So it's safe to say yesterday's session led to a rather massive meltdown, on a visceral level.
Through a wierd twist of fate, I was able to take advantage of a cancellation and get back in today. Yeah, that was a good thing. No more processing today. Today was all about what happened yesterday and last night and preparing for more of the same (because this work will bring more emotional pain) by building some more/better coping mechanisms into my life.
One thing he wants me to do is connect with other people to have them help me through those dark moments. I explained that it's tough to do at 2:00am. He asked me to try to find a way. I have a few friends on facebook that are night owls, so I am going to connect with them and just ask if they will stay available on chat when they are up late. Then I need to make sure I stay logged into chat and take advantage of it. He would like me to practice whenever I'm up late when I'm not in crisis. That way, I'm more likely to take advantage of it when I am in crisis. If anyone out there reading this would like to be my friend on facebook, who might be willing to help sometimes, let me know (send me an email or a facebook request -- Robin Reed Grosland). I'm not asking anyone to stay up waiting for me to need help. But the more people I have on call the more likely I'll find someone when I need them.

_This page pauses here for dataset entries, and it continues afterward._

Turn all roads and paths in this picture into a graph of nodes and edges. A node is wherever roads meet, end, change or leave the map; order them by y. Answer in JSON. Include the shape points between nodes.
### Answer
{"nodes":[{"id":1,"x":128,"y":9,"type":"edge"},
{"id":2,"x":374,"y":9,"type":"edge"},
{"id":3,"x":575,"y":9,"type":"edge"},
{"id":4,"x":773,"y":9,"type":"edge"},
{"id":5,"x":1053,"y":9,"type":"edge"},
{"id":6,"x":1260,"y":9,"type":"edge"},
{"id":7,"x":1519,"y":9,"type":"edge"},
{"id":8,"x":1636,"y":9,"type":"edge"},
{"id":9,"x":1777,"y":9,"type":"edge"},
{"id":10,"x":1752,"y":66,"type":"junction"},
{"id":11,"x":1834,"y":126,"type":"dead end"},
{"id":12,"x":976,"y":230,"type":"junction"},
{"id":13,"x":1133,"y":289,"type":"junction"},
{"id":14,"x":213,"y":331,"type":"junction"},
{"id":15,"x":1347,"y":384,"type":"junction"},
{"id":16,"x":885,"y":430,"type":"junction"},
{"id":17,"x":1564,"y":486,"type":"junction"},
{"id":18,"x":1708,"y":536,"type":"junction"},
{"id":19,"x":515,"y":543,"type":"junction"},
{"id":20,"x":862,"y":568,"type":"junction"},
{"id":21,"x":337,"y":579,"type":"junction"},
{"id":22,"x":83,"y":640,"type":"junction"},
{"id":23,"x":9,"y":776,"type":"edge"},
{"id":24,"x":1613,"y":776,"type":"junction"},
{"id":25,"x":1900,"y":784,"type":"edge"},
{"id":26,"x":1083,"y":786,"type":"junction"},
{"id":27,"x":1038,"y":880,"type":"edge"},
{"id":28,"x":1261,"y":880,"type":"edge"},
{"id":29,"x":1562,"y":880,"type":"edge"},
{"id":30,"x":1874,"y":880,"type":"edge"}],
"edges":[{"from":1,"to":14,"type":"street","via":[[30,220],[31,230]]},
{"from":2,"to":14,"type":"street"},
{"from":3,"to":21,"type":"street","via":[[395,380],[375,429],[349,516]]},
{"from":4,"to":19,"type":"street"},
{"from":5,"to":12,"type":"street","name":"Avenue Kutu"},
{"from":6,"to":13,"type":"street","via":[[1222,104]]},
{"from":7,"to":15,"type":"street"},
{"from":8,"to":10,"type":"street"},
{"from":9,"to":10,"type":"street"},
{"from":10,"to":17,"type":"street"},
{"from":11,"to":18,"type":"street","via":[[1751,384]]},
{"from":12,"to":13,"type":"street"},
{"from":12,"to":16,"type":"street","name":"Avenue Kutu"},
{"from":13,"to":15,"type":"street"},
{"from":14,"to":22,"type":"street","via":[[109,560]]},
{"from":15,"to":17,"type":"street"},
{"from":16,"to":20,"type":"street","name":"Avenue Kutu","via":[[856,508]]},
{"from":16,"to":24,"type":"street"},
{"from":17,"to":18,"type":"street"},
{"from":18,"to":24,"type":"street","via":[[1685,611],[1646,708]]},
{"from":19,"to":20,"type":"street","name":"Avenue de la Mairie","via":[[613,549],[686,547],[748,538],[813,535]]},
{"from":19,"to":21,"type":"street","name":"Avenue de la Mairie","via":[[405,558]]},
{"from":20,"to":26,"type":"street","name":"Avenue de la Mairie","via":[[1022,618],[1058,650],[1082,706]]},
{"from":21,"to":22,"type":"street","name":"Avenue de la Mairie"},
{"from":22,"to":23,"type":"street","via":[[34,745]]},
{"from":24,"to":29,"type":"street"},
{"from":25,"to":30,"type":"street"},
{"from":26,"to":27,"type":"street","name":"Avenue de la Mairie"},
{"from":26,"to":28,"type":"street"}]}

My other assignment is to come up with some more visceral coping strategies. I have several logical/intellectual ones, but when I melt down I am not in the thinking part of my brain. I need something that works when I bypass that part of my brain and am just looking for pain. Basically, I need to find non-destructive ways to hurt myself. That doesn't sound quite right, but that's what it is. Deep tissue massage that hurts. Exercise to the point of pain but not injury. Going outside in the cold without a coat on to really feel the cold but not to the point of freezing. So I am to find ways to address my need for physical pain in those moments that isn't damaging. Suggestions are welcome.
I am in a better place, although I'm still fragile. I have made some connections for support. And we're going to take things a little slower in therapy.
On the bright side of the dark side, he says that all the emotional pain and the fact that I self-injured indicate we are on the right track. We are not working on a decoy. He's proud of the fact that I didn't hurt myself worse, even though I spent a lot of time pondering doing so. And he's proud of me for telling him that I injured myself instead of hiding it.
I'd say I'm out of the cold, dark water but still shivering on the shore. Luckily, there are people trying to warm me up and keep me safe.